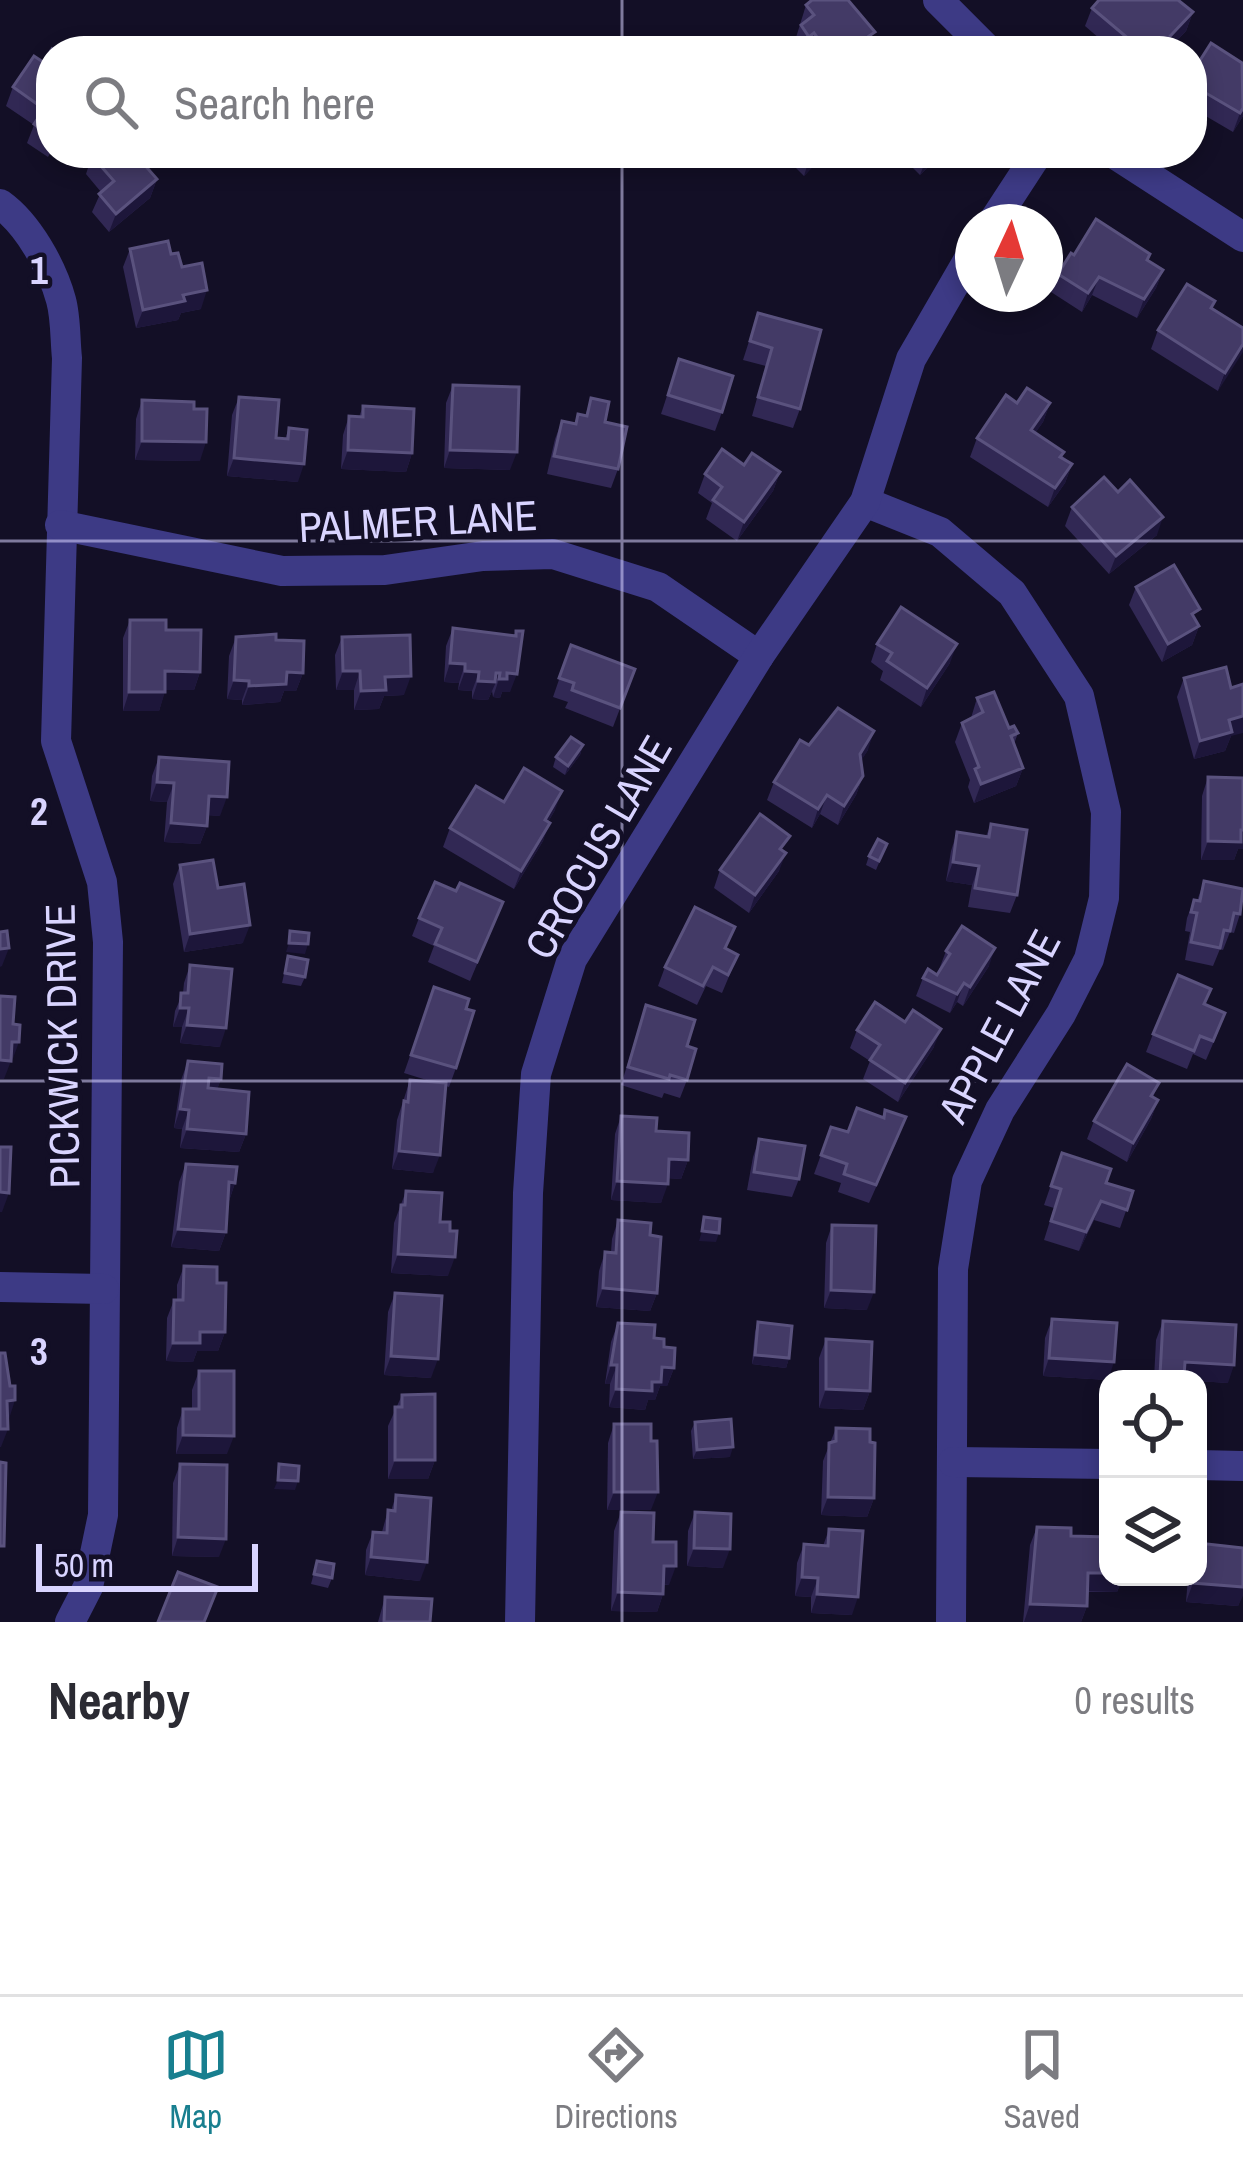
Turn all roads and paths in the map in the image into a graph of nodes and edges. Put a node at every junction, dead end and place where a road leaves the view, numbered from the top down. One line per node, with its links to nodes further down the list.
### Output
1 (938, 0): 2 (street)
2 (974, 36)
3 (1028, 168): 6 (street)
4 (1136, 168): 7 (street)
5 (0, 204): 10 (street, PICKWICK DRIVE)
6 (1005, 204)
7 (1243, 237)
8 (955, 283): 9 (street, CROCUS LANE)
9 (865, 502): 11 (street, CROCUS LANE); 14 (street, APPLE LANE)
10 (60, 525): 11 (street, PALMER LANE); 13 (street, PICKWICK DRIVE)
11 (759, 656): 19 (street, CROCUS LANE)
12 (0, 1287): 13 (street)
13 (104, 1289): 18 (street, PICKWICK DRIVE)
14 (953, 1462): 15 (street); 20 (street, APPLE LANE)
15 (1099, 1464)
16 (1207, 1465): 17 (street)
17 (1243, 1466)
18 (70, 1622)
19 (520, 1622)
20 (951, 1622)

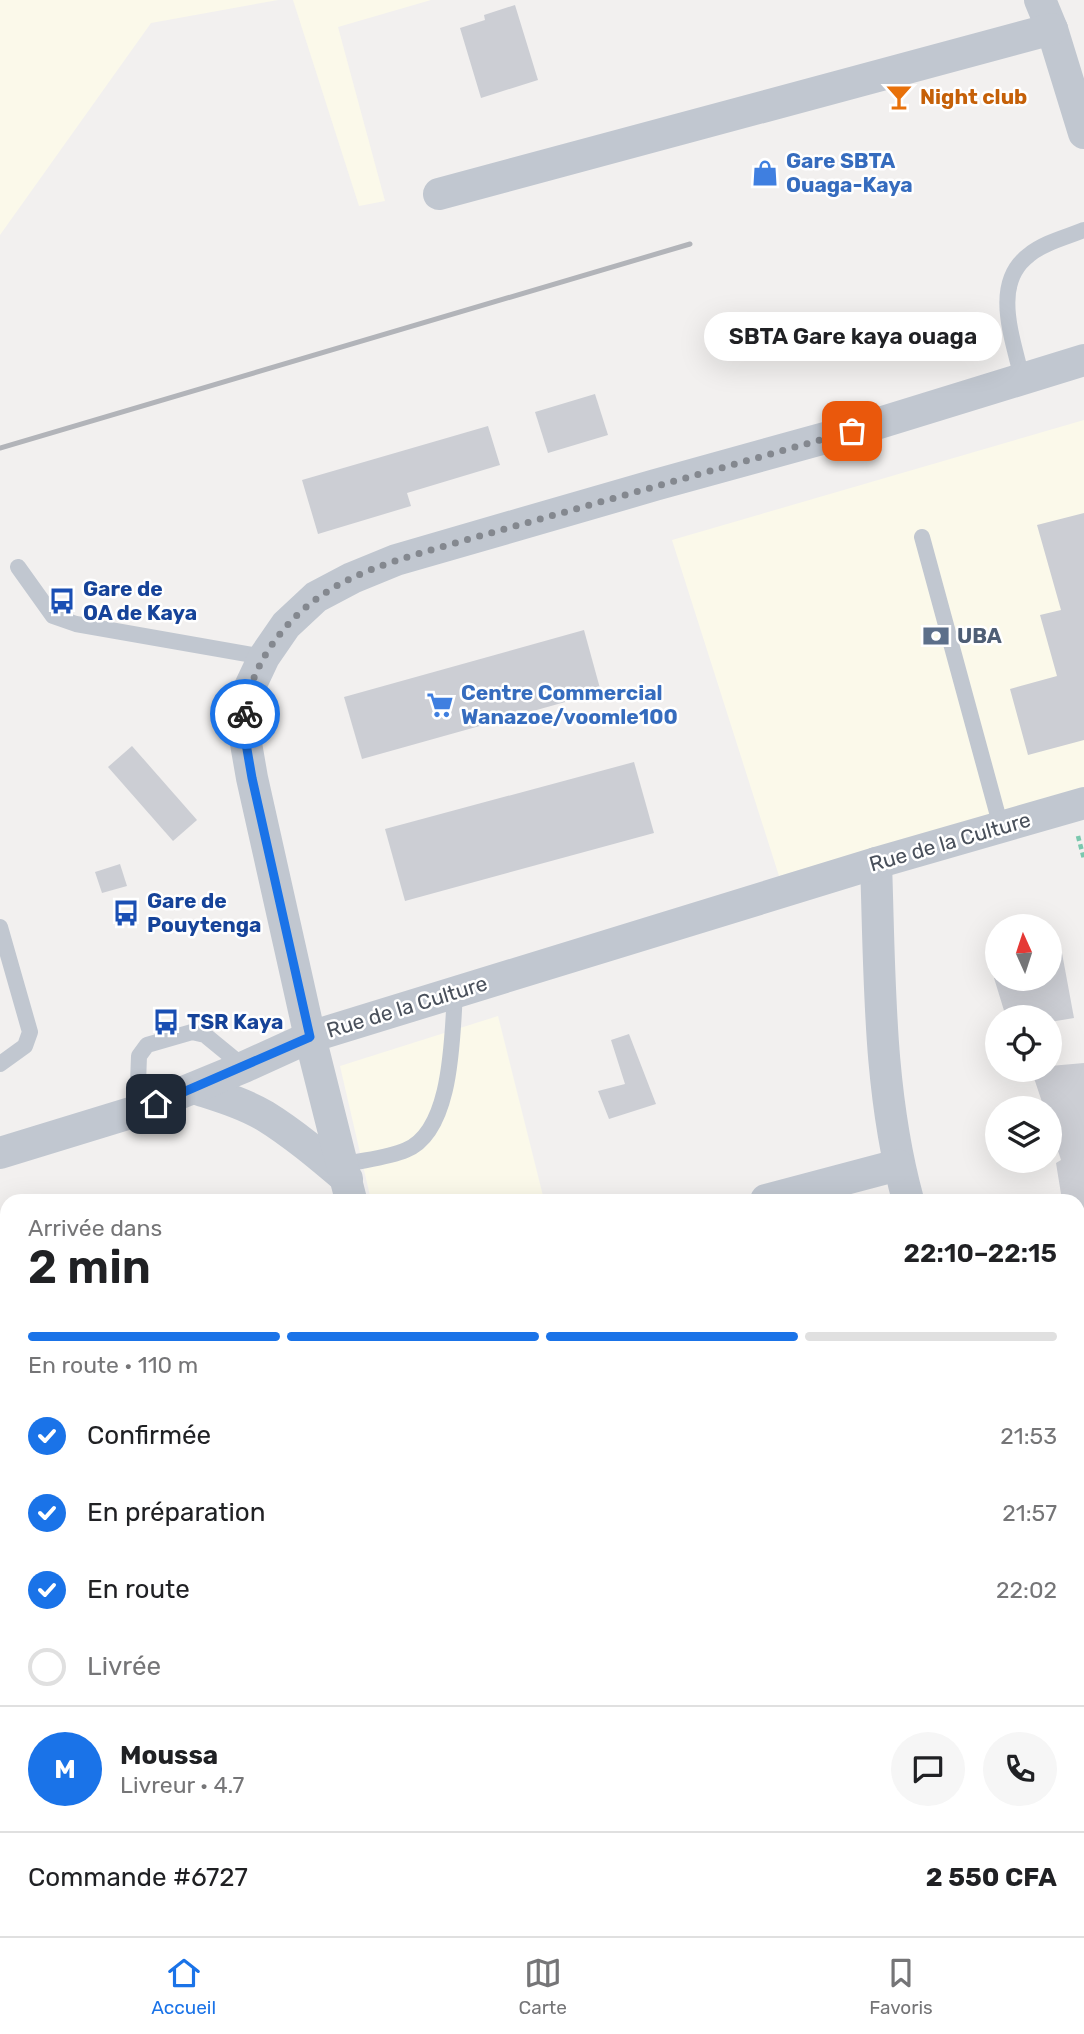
+ + + +
Task directions - The expected output is each entry given again word for word, with pictures dropped.

Answer box -
Turn all roads and paths in the map in the image into a graph of nodes and edges. Put a node at every junction, dead end and place where a road leaves the view, numbered from the top down. One line per node, with its links to nodes further down the list.
### Output
1 (938, 0): 2 (street)
2 (974, 36)
3 (1028, 168): 6 (street)
4 (1136, 168): 7 (street)
5 (0, 204): 10 (street, PICKWICK DRIVE)
6 (1005, 204)
7 (1243, 237)
8 (955, 283): 9 (street, CROCUS LANE)
9 (865, 502): 11 (street, CROCUS LANE); 14 (street, APPLE LANE)
10 (60, 525): 11 (street, PALMER LANE); 13 (street, PICKWICK DRIVE)
11 (759, 656): 19 (street, CROCUS LANE)
12 (0, 1287): 13 (street)
13 (104, 1289): 18 (street, PICKWICK DRIVE)
14 (953, 1462): 15 (street); 20 (street, APPLE LANE)
15 (1099, 1464)
16 (1207, 1465): 17 (street)
17 (1243, 1466)
18 (70, 1622)
19 (520, 1622)
20 (951, 1622)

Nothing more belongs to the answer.